Task goal: Word for word, give again the lines of the material below, from the one holding "thumb mcp: (1039, 666)" to the last, with nothing added.
%%
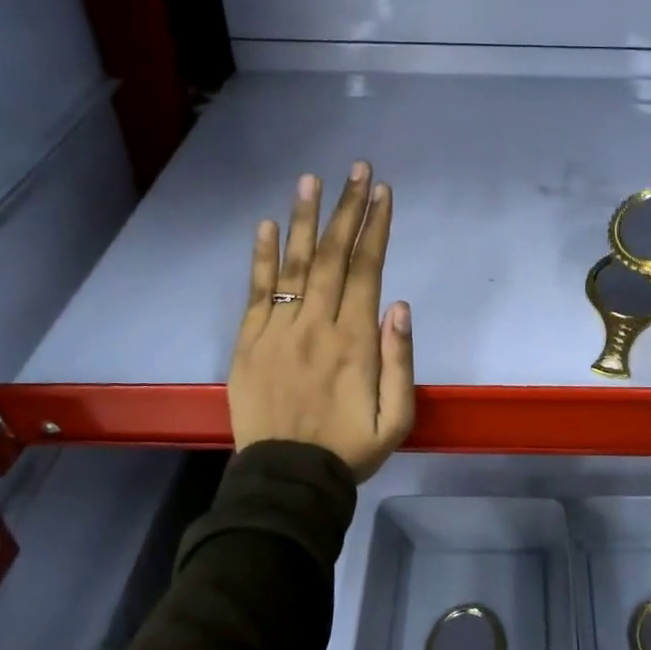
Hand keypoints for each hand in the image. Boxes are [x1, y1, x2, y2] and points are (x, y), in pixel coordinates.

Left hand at [229, 161, 414, 480]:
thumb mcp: (397, 418)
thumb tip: (400, 305)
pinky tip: (266, 226)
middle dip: (348, 209)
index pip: (368, 270)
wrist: (287, 480)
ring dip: (304, 220)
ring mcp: (278, 331)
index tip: (382, 192)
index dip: (376, 228)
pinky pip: (256, 293)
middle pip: (334, 257)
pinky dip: (261, 258)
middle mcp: (317, 325)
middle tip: (357, 169)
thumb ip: (402, 361)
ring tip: (311, 180)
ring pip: (295, 265)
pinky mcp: (249, 343)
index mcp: (355, 341)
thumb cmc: (349, 450)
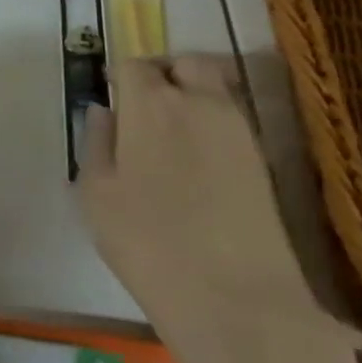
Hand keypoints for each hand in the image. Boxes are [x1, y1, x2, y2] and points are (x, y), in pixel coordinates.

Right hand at [78, 55, 317, 341]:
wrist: (235, 298)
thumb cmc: (146, 242)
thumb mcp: (96, 193)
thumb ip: (96, 142)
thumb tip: (104, 111)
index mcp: (152, 104)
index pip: (134, 64)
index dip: (120, 78)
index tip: (112, 100)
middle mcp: (200, 102)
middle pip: (186, 63)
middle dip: (165, 74)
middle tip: (145, 109)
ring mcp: (239, 129)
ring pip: (215, 89)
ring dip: (192, 98)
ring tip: (173, 138)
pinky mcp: (265, 159)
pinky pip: (233, 122)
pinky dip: (213, 126)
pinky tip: (198, 164)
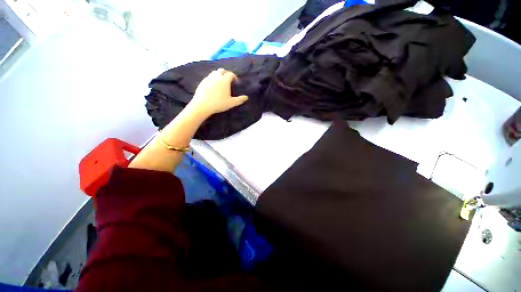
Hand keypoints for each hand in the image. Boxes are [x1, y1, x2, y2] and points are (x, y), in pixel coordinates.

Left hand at [187, 68, 247, 118]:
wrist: (203, 105)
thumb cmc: (219, 103)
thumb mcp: (231, 103)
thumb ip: (239, 100)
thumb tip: (246, 97)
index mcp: (224, 80)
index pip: (231, 74)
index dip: (234, 77)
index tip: (236, 82)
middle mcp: (216, 76)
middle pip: (222, 70)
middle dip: (226, 73)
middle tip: (228, 80)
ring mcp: (208, 78)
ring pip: (214, 72)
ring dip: (219, 75)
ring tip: (221, 82)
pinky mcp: (202, 82)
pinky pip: (209, 77)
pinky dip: (212, 79)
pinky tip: (213, 86)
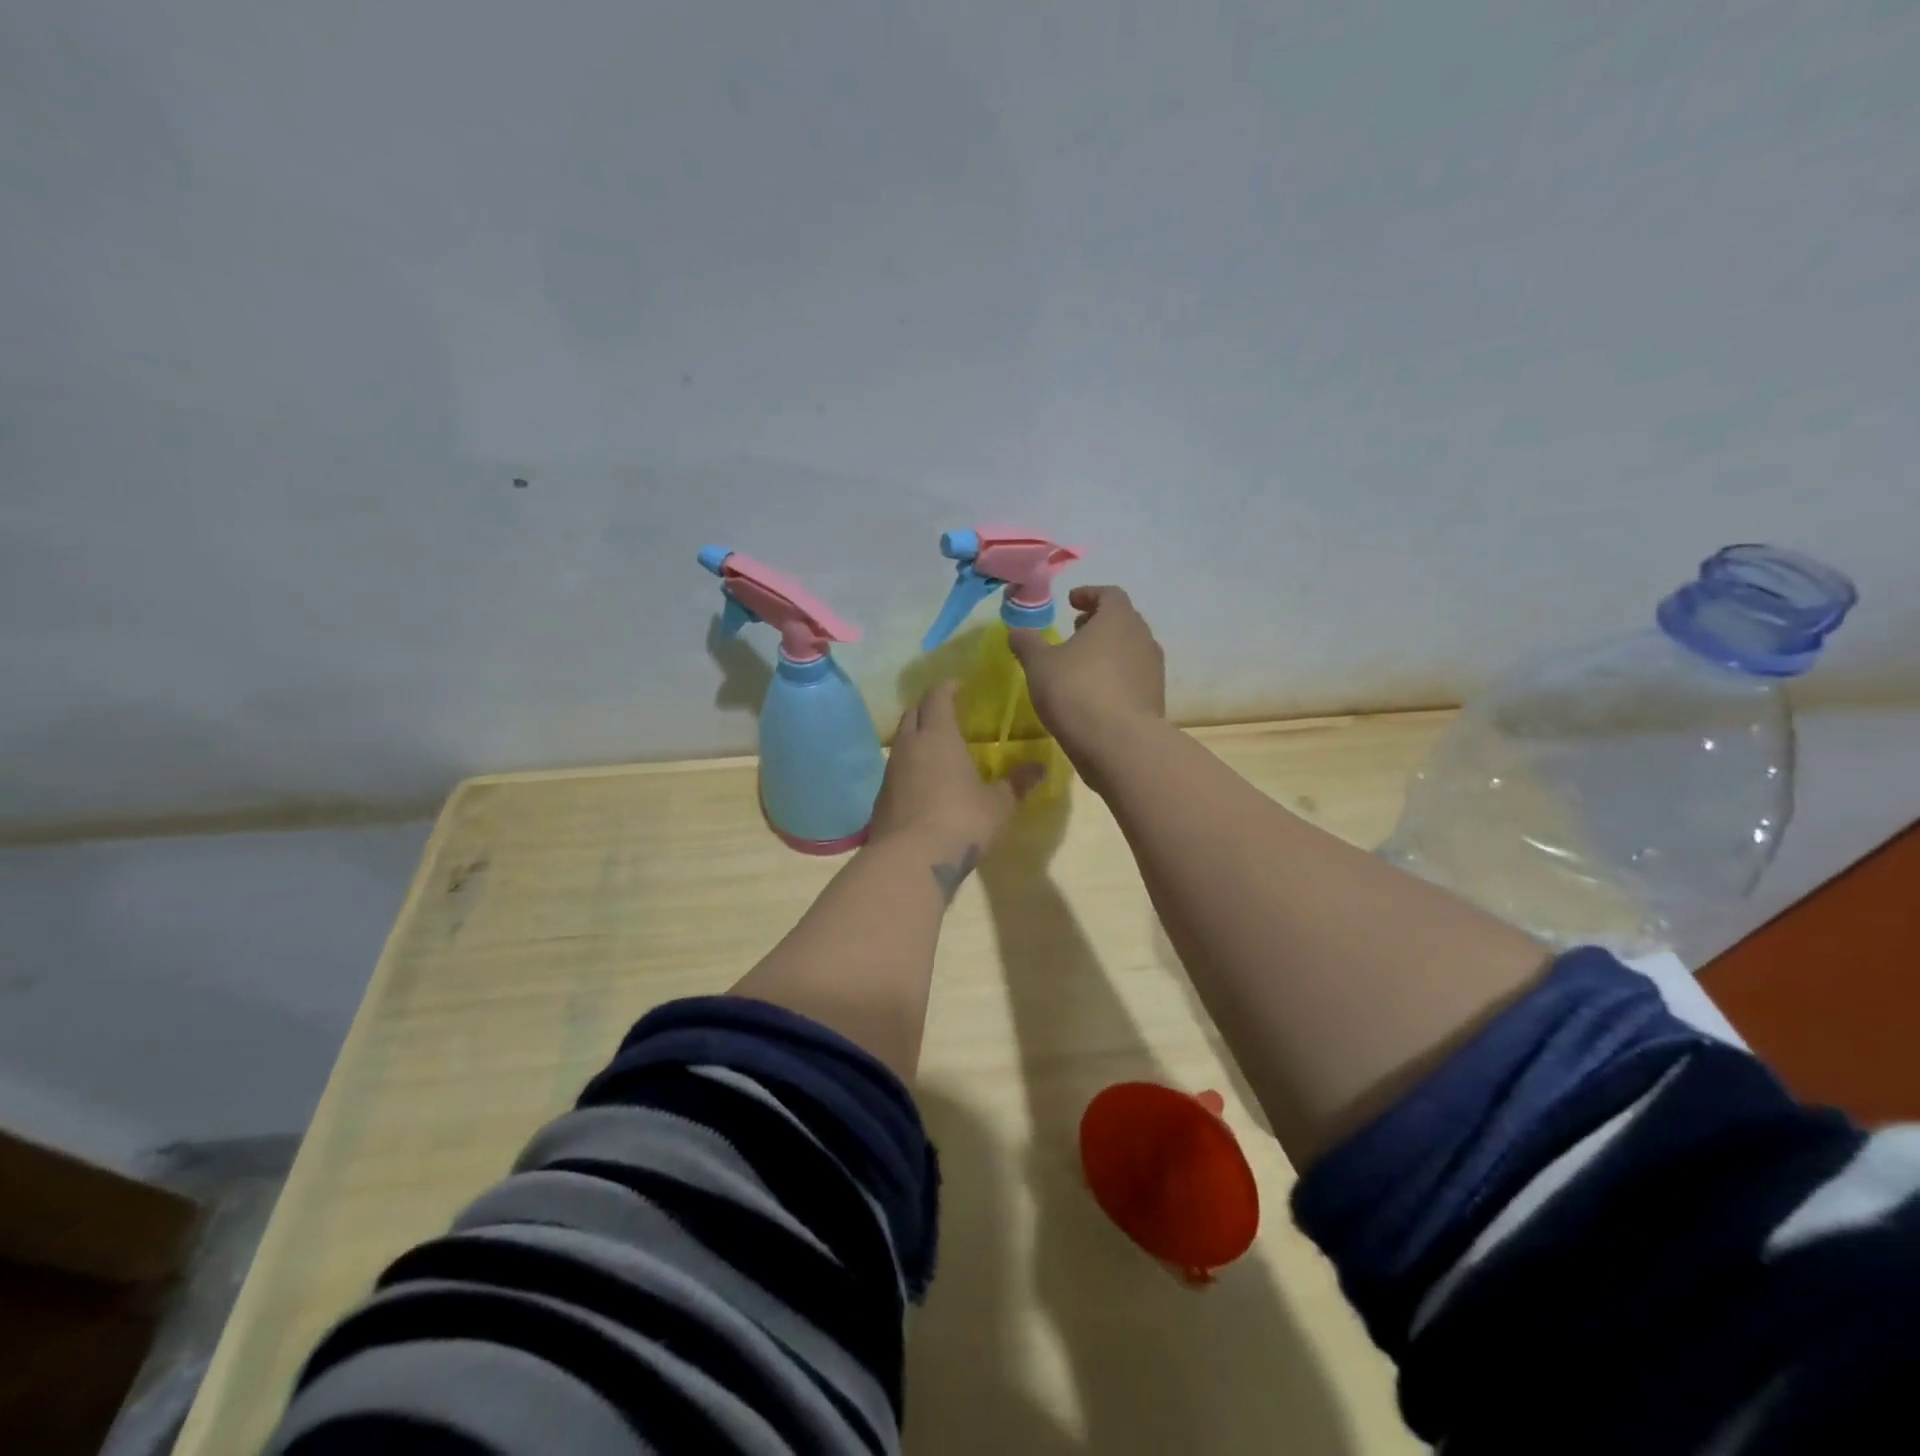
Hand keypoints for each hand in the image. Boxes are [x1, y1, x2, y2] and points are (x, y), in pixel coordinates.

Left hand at [869, 682, 1044, 882]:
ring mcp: (891, 771)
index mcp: (938, 735)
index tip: (959, 686)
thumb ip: (1017, 783)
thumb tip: (1041, 766)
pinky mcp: (881, 797)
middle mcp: (910, 745)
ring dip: (917, 737)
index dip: (947, 688)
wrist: (909, 860)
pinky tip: (924, 782)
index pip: (937, 697)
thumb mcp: (999, 804)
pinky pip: (896, 769)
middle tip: (947, 712)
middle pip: (913, 713)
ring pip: (902, 741)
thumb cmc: (961, 821)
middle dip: (929, 708)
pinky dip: (910, 766)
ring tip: (937, 747)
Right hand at [1008, 585, 1165, 786]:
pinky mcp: (1155, 698)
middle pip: (1123, 620)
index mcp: (1117, 619)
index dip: (1089, 594)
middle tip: (1076, 630)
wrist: (1119, 744)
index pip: (1109, 594)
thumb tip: (1016, 631)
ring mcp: (1153, 670)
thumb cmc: (1076, 692)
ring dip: (1109, 651)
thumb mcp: (1039, 666)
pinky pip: (1134, 677)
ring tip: (1083, 664)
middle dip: (1099, 622)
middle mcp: (1142, 638)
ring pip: (1131, 649)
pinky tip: (1095, 693)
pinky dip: (1116, 676)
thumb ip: (1027, 644)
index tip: (1071, 601)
%%
Result below:
thumb mcp: (1039, 666)
pinky pip: (1134, 677)
ring tip: (1083, 664)
middle dip: (1099, 622)
middle mcp: (1142, 638)
ring pip: (1131, 649)
pinky tip: (1095, 693)
pinky dip: (1116, 676)
thumb ip: (1027, 644)
index tip: (1071, 601)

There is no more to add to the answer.